CUSS WORDS—Are we using the right words?

It was a WhatsApp group between like-minded women. A tribe they had formed to support each other through thick and thin- a gang of girls, joined by common threads, motherhood, education, and the same profession.
That morning, Sheena related an incident where she had got unnecessarily tormented and beleaguered by another woman. Even by their pliant and malleable standards, the other woman had been unreasonable and atrocious.
It raised their collective blood pressure, sending them all hyperventilating with anger, irritation, and outrage.
Kaveri couldn’t hold herself any longer; she started with the cuss words to let off steam….” Behen ki L**di, sa**li … !!”
That, of course, helped, just like the movie ‘Jab We Met’ had taught them. Snickering and laughter emojis followed, dissipating their ire and frustration.
They were still discussing the woman and chuckling when another one of them directed their attention towards the cuss words.
“Why are all the cuss words designed to demote and abuse women. They refer to molestation, mostly involving mothers, daughters, and sisters. Especially the words people use nonchalantly and often offhandedly.
The usual —Behench@#d, Behen ke l@#de, Bh@sdi ke, madarch@@d, ch@@tia, hara*mi, haramza*da and so many more…

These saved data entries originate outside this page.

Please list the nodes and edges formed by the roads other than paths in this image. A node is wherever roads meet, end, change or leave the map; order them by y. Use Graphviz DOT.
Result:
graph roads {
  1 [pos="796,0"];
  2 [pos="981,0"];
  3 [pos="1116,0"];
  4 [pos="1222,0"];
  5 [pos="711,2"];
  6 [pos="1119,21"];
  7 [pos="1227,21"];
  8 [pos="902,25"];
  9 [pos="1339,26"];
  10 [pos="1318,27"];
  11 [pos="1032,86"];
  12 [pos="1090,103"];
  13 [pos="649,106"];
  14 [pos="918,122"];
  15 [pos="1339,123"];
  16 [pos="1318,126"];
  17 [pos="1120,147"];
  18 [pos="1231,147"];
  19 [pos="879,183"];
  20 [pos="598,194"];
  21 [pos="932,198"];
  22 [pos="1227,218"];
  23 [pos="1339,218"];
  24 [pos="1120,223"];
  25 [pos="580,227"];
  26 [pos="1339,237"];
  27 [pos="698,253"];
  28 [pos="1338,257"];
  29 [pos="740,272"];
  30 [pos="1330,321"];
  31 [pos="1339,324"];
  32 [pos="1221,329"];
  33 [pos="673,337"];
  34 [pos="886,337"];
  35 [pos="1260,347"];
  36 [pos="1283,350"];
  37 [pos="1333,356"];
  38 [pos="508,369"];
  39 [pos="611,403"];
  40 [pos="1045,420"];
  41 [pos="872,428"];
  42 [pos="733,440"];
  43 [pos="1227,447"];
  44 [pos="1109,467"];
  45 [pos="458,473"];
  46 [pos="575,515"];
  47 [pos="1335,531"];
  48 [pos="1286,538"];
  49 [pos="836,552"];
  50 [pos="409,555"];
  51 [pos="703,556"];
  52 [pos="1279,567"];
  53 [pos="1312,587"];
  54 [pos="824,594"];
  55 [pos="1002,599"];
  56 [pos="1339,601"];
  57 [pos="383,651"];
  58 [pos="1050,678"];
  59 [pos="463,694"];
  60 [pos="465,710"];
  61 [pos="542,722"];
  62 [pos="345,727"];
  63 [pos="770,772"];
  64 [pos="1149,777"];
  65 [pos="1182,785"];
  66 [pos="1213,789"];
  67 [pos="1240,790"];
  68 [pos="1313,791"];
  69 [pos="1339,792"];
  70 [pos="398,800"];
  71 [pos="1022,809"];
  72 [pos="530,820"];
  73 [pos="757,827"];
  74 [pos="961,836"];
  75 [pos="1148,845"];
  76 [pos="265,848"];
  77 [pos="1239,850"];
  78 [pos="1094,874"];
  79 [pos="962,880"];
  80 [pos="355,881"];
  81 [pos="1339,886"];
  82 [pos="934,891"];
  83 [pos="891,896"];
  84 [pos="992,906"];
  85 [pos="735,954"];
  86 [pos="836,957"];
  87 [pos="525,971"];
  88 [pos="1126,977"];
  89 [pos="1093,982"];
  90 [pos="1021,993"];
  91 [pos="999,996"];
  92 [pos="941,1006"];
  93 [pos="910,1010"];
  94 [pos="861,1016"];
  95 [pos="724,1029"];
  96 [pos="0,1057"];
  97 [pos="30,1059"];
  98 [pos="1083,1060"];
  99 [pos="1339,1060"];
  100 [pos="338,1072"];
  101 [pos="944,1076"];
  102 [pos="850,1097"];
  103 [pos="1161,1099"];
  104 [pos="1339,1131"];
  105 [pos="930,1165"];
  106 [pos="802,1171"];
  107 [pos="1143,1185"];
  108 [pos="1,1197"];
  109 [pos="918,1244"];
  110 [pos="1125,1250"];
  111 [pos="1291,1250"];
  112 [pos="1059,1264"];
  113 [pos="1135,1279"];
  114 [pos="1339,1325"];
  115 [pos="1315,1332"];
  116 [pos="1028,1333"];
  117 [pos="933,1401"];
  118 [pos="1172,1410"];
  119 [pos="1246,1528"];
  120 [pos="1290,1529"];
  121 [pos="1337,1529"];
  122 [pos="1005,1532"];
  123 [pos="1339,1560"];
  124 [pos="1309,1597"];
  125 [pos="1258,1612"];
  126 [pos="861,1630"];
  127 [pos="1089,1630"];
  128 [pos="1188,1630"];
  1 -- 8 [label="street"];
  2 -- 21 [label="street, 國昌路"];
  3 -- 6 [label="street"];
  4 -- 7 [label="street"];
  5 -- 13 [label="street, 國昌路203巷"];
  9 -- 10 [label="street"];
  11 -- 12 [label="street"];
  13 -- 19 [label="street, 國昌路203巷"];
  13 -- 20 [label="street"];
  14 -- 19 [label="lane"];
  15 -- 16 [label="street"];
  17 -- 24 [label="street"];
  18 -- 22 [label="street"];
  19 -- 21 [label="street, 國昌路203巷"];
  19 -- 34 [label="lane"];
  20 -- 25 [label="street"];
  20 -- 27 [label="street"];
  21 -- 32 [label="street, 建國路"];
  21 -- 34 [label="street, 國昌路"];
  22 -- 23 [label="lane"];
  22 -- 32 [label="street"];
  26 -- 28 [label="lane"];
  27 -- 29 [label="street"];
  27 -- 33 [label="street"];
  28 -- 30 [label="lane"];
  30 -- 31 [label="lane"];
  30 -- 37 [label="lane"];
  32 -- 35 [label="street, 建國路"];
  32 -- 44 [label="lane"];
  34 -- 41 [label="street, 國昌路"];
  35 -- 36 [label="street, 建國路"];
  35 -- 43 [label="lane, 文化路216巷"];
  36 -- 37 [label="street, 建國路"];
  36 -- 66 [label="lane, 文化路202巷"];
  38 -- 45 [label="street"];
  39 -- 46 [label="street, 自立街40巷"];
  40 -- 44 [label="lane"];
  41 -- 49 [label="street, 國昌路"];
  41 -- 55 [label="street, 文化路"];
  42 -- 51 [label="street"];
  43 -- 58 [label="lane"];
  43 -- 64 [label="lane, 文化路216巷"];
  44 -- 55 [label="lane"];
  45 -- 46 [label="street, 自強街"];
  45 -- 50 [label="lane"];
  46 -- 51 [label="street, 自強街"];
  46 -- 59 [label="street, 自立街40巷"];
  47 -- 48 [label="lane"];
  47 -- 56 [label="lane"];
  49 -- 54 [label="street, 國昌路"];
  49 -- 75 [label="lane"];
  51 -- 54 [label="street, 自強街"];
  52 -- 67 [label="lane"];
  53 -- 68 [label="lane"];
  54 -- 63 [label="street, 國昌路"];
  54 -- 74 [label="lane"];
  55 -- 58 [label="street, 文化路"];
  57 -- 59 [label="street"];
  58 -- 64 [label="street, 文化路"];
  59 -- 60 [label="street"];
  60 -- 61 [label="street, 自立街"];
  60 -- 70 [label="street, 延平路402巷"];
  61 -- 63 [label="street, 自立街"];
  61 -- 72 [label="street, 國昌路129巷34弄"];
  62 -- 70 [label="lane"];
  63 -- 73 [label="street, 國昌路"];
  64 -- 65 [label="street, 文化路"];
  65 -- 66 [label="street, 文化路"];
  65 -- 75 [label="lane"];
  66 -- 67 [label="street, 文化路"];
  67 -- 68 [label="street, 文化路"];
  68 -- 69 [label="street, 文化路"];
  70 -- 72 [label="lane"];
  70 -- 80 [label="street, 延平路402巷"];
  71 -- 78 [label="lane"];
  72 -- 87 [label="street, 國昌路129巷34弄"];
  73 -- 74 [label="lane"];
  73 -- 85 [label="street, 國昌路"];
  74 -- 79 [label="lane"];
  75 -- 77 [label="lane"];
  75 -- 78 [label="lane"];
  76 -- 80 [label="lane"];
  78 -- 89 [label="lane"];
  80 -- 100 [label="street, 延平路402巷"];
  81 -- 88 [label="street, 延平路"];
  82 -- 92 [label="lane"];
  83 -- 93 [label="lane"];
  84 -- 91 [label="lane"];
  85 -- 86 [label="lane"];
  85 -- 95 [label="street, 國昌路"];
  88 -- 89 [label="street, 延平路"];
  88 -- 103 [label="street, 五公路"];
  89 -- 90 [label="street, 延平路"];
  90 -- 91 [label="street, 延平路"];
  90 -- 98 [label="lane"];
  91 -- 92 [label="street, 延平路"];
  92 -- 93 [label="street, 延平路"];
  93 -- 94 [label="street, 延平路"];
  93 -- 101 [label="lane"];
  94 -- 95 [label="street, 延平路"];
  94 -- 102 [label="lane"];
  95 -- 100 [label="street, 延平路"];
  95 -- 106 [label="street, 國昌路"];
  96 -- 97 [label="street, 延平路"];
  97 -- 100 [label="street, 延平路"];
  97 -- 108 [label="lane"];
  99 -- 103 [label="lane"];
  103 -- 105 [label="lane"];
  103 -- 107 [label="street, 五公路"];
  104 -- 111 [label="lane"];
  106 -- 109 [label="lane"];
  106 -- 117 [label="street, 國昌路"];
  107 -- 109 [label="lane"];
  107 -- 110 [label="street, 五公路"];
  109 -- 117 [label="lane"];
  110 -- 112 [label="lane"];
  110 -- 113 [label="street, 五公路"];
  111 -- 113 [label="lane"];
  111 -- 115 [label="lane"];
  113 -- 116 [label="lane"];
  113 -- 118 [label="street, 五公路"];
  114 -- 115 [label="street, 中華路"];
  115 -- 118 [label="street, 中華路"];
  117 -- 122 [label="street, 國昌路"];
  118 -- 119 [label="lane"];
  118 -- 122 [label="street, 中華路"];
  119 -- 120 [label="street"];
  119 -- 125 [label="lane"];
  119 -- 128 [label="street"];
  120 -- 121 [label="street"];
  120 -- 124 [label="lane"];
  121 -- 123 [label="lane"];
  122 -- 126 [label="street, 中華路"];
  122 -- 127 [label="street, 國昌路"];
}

To be called a sisterf@##er or a mother f@##er; all you have to do is drive too slow or too fast. Or maybe change lanes without indicator. Or basically do anything that is even mildly annoying.

“Isn’t it a reflection on our deep-rooted patriarchal society?” Neena remarked.
The silence intensified. They were all educated women, notably successful in their chosen fields, feminists, in their own right. But, they had never realized how the decrepit, age-old dogmatism of patriarchy and bigotry ruled them. They used the cuss words without understanding the implications and the ramifications.
The WhatsApp chat ended with them swearing (pun intended) not to use the cuss words demeaning and disparaging women. It set Kavita on a wild pursuit. She looked up the commonly used profanities and expletives.
Neena was absolutely right; even in English, the cuss words downright degraded and belittled women, more often than not, sexually. The internet spewed out a string, one after the other, most notable being—Son of a Bi*tch, c*nt, wh*re, Bastard—all reeking of venereal and sexual connotations.
What equality are we talking about? When just to rant and rave, to unburden ourselves from other’s stupidities, we deprave and desecrate women, talk loosely about perpetrating the most heinous, nefarious offense.
Author’s note—I demand equality! I demand cuss words demeaning and violating men’s reputation to be used more often…how about you?